Davies held the seat repeatedly, but was defeated at the 1835 UK general election. While campaigning in the election, he was thrown from his carriage, and as a result was partly paralysed. He stood again at the 1837 UK general election, regaining the seat without facing an opponent, then he retired at the 1841 UK general election, as the paralysis worsened.

==Personal life==
On 17 January 1824 Davies was married to Augusta Anne Champion de Crespigny (c. 1800–1892), a daughter of Thomas Champion de Crespigny, MP for Sudbury, and the former Augusta Charlotte Thellusson (a daughter of merchant Peter Thellusson and granddaughter of Genevan banker and diplomat Isaac de Thellusson).

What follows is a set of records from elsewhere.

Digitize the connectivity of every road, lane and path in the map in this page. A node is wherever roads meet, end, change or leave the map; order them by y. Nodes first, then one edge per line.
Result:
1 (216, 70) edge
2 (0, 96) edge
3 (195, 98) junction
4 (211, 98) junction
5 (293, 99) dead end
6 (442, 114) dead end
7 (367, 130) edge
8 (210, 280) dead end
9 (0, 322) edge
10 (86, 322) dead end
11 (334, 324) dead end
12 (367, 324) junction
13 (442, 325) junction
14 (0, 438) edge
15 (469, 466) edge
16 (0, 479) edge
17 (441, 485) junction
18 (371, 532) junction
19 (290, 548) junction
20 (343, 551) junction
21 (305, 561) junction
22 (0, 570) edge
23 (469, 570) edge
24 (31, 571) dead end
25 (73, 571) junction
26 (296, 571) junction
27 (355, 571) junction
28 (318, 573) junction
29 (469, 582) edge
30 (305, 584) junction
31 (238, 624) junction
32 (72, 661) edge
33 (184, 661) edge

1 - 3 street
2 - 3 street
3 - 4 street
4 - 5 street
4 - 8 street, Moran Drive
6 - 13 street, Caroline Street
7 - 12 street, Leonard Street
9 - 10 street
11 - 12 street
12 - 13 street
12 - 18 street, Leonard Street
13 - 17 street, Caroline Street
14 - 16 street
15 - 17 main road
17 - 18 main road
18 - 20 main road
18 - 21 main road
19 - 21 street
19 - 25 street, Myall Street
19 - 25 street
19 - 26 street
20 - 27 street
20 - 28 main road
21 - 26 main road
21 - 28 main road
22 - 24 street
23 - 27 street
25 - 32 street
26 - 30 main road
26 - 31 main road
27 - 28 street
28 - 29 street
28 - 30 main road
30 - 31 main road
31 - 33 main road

Davies died on 11 December 1846. By his 1841 will, he left all his property to his wife, which further directed that on her death it was to be divided equally between his brothers and executors, Warburton Davies and Francis John Davies (grandfather of Gen. Sir Francis Davies and Maj.-Gen. Henry Rodolph Davies). After his death she married Sir John Pakington, Bt, the Secretary of State for War, in 1851. In 1874 he was made Baron Hampton and Augusta became Baroness Hampton.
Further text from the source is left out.